« Pour la France et la Russie être unies c’est être fortes, se trouver séparées c’est se trouver en danger. En vérité il y a là comme un impératif catégorique de la géographie, de l’expérience et du bon sens », voici le genre de citations qui, en ce moment, ont le mérite de poser le débat. Ajouter au caractère corrosif du verbe le fait qu’il soit du Général de Gaulle, l’homme que l’on se plait à citer à tort et souvent à travers (ce papier ne faisant pas exception) et l’on comprend que le propos réclame un minimum de recul pour être appréhendé. Alexandre Jevakhoff avec son De Gaulle et la Russie, publié chez Perrin, nous offre une clé de lecture aussi utile que tragiquement contemporaine.
Il y a des calendrier éditoriaux qui collent à l’actualité, aussi sombre soit-elle. Aussi cet essai de Alexandre Jevakhoff prend au regard de la guerre en Ukraine une dimension nouvelle et on est forcément tenté de trouver dans ces pages un sens caché pour comprendre notre présent. L’exercice est périlleux, les raccourcis tentants. (A lire chez le même éditeur).
C’est que le monde de de Gaulle, son bagage culturel s’encre définitivement dans le 19e siècle et que ses rapports avec la Russie sont donc fondés sur des équilibres politiques qui, s’il restent toujours présents plus de 100 ans plus tard, ont singulièrement évolué.

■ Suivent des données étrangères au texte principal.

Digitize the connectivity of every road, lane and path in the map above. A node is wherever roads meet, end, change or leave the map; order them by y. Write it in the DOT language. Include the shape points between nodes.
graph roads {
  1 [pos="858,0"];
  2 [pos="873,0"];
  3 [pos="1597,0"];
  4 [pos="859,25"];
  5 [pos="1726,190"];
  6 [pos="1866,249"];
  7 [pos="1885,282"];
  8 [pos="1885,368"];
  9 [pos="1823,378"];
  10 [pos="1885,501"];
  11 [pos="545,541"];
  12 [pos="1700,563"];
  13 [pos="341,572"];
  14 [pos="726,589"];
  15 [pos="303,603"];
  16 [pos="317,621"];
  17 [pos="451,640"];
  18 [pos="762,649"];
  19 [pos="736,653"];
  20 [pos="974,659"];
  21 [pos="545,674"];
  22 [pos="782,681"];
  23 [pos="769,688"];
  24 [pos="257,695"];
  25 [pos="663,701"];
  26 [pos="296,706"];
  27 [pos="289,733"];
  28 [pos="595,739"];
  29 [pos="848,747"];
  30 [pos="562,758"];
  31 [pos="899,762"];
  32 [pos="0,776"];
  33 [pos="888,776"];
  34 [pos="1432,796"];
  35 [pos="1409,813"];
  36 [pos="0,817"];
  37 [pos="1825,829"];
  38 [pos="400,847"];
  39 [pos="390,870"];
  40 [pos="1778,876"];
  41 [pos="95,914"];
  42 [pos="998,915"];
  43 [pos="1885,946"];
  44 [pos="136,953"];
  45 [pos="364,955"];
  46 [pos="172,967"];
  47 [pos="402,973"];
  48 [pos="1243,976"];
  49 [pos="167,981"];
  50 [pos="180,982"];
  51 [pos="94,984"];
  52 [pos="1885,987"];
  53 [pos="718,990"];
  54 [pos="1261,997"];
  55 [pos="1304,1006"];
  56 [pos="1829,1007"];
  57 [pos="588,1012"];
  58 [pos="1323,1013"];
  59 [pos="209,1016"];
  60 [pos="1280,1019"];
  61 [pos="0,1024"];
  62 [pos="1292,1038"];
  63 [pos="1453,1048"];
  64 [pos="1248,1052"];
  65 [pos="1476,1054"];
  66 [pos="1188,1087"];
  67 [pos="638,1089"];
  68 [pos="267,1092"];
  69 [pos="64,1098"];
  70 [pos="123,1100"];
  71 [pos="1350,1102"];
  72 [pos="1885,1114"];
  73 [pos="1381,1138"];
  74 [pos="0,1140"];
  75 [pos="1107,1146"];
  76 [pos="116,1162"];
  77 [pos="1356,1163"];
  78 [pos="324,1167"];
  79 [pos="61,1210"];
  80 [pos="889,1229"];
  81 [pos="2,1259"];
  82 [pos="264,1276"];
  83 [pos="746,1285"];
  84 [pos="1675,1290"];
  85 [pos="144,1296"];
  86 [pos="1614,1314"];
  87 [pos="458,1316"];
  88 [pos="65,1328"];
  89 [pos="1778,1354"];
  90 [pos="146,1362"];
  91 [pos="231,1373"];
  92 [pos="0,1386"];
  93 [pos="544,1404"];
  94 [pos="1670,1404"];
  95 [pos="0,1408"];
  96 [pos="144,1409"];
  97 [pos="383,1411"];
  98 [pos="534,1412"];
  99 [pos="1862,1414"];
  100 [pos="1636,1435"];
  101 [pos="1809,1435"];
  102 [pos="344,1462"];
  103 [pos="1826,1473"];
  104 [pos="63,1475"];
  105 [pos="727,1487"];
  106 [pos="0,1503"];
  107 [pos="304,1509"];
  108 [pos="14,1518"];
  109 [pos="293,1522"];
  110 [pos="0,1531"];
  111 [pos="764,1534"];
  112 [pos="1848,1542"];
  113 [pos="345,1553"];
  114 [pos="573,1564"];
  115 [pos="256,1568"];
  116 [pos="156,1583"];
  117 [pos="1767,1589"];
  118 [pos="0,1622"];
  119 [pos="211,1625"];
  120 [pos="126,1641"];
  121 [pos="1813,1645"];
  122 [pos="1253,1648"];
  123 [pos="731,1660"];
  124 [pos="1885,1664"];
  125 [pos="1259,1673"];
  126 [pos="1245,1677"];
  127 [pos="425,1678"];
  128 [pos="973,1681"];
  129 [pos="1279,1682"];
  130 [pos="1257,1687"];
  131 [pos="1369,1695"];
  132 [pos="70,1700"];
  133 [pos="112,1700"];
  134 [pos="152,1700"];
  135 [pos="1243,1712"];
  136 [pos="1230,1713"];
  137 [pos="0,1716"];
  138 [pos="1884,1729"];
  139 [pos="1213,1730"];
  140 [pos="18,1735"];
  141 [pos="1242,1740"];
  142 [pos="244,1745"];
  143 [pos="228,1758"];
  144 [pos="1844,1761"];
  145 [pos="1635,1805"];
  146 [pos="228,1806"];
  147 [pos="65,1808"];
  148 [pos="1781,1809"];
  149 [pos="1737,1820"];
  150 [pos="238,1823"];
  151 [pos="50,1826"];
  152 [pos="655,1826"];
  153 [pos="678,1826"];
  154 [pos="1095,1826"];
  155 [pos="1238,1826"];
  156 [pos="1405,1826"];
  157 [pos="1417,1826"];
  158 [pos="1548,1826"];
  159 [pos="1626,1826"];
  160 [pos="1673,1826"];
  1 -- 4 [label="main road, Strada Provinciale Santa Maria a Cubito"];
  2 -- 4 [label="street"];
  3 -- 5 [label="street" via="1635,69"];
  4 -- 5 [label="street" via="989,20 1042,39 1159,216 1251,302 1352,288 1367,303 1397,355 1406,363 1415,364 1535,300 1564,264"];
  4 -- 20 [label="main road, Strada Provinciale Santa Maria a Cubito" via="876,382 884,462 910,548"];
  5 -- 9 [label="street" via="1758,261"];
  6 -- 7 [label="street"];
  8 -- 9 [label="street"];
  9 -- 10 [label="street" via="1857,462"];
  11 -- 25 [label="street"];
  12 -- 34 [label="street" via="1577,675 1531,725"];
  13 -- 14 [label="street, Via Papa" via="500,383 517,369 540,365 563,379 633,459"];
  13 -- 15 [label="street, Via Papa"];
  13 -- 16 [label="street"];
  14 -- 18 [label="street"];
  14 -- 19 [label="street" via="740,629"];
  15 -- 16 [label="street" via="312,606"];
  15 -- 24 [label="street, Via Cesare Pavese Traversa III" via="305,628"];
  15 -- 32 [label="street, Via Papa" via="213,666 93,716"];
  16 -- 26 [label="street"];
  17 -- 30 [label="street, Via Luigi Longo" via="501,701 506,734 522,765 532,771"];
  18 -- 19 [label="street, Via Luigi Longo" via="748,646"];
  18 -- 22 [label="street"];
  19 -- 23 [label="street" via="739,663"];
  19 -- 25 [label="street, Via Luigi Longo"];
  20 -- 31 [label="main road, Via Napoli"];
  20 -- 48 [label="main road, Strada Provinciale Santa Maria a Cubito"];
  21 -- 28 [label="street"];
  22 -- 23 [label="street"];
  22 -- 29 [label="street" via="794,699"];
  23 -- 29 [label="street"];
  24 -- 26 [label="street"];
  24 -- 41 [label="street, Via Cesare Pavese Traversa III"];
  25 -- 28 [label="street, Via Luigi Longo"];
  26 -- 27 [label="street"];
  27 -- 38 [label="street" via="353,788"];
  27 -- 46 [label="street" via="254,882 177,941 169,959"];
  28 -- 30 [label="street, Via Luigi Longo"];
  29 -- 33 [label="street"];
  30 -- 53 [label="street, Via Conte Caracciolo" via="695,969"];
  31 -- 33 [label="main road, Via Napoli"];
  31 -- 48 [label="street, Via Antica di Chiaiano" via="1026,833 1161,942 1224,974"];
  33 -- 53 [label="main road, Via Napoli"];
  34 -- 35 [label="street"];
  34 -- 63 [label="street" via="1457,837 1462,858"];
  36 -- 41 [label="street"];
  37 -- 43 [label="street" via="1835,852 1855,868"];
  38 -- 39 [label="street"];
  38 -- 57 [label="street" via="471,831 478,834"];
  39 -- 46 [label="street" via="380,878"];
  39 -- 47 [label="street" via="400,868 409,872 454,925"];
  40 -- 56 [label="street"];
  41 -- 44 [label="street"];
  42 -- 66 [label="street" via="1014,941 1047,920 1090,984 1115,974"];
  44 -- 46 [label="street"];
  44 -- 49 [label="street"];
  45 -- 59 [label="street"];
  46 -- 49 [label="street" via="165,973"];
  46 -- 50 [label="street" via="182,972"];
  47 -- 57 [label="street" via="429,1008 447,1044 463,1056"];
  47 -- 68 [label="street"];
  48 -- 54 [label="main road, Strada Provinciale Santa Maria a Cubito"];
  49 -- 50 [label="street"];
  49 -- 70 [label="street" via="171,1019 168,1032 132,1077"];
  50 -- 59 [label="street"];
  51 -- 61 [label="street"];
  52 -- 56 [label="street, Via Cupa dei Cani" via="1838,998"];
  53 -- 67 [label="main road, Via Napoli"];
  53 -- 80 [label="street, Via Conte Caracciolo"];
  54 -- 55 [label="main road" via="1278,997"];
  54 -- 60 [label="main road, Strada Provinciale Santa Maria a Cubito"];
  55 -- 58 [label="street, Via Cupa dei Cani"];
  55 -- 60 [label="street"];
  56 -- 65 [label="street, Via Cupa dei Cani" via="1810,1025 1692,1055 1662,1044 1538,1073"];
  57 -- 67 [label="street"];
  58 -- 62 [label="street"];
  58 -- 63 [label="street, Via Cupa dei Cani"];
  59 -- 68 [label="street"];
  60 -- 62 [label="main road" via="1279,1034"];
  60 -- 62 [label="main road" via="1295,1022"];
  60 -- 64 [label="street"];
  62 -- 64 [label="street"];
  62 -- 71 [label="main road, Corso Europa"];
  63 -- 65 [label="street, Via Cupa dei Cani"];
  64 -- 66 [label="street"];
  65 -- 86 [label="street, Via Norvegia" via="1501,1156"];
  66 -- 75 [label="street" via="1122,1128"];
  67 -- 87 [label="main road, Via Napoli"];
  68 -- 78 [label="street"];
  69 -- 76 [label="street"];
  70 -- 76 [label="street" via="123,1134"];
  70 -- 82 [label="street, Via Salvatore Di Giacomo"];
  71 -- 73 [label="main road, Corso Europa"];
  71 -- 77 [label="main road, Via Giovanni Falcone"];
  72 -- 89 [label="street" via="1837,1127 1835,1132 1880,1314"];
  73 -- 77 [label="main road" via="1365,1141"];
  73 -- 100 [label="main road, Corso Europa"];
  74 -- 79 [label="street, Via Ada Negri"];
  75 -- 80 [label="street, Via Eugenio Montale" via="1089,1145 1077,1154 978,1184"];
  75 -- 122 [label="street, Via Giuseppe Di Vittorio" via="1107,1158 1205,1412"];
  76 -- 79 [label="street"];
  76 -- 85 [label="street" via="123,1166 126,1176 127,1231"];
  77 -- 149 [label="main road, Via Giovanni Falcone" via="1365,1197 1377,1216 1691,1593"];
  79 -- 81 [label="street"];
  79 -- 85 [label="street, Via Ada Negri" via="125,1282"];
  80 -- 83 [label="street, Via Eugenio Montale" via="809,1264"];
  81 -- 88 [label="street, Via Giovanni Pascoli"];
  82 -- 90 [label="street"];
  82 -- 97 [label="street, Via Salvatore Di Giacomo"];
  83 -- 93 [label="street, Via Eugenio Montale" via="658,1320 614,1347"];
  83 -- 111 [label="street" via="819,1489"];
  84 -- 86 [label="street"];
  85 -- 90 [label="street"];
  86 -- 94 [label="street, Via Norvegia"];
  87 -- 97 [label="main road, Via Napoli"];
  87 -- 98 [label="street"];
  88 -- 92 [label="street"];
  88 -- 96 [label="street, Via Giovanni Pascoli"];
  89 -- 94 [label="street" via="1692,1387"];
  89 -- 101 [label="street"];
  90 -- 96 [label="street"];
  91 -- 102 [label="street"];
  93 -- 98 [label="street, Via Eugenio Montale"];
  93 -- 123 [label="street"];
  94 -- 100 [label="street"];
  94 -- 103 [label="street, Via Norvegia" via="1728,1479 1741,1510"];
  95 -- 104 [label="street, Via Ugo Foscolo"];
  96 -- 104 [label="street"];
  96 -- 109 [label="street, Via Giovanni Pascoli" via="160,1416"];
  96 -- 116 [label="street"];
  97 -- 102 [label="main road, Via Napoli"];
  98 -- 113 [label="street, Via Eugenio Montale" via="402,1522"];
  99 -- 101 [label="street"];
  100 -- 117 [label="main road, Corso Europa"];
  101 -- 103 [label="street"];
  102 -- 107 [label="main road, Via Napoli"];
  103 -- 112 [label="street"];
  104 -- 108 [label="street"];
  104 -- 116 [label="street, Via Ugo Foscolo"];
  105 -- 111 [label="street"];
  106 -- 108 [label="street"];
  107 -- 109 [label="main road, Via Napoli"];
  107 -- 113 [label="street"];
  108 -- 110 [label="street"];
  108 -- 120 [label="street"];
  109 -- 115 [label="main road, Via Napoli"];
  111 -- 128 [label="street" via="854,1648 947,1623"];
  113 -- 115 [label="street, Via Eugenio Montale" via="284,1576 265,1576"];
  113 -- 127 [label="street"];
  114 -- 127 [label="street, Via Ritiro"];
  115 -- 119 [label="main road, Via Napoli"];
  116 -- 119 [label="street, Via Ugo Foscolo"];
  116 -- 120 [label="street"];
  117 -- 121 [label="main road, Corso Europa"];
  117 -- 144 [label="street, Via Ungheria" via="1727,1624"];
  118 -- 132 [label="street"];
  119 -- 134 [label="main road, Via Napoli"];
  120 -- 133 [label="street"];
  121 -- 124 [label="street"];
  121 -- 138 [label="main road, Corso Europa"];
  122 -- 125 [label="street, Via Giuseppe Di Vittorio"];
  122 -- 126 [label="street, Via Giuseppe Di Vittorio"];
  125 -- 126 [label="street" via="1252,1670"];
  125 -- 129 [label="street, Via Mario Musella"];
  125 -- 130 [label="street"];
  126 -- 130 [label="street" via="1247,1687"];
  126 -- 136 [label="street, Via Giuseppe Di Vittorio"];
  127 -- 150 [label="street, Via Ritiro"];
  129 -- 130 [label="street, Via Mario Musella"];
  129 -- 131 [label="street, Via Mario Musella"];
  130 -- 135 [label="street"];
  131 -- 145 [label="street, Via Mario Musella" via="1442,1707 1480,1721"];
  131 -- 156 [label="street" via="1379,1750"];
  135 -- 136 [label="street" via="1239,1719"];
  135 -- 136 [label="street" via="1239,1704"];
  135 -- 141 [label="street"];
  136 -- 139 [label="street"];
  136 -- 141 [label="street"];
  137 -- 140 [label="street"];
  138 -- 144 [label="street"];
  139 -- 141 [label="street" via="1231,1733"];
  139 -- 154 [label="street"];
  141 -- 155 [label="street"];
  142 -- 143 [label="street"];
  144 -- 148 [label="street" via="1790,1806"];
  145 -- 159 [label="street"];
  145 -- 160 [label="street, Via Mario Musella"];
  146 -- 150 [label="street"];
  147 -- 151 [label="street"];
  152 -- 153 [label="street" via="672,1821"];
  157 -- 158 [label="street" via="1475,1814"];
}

Entre de Gaulle et la Russie c’est un peu je t’aime moi non plus. Entre le jeune militaire aux rêves de grandeur et le vieux politique fatigué, la Russie fait office de fil rouge, tantôt désirée, tantôt décriée, tantôt utile, tantôt inquiétante… les rapports évoluent à mesure que la donne militaire ou politique change.
Alors, puisque le raccourci est tentant, et puisque ce papier sera lu à l’aune de son époque, que peut on essayer de retenir des amours russes contrariés du Général. Sans trop se risquer, on peut avancer deux enseignements. D’une part, l’impossibilité pour la France (et a foriciori l’Europe) de se penser sans la Russie, de l’autre la nécessité de trouver en permanence les chemins du dialogue.
Ps: comme il est de bon ton de terminer un article par une citation, ne résistons pas la tentation :
« Je crois que si, dans l’état actuel du monde, des actes hostiles s’engageaient, on ne voit pas trop comment il serait possible de les limiter. En tout cas, c’est une aventure. Il vaut peut être mieux se dire les uns les autres : « parlez-moi d’amour! » ».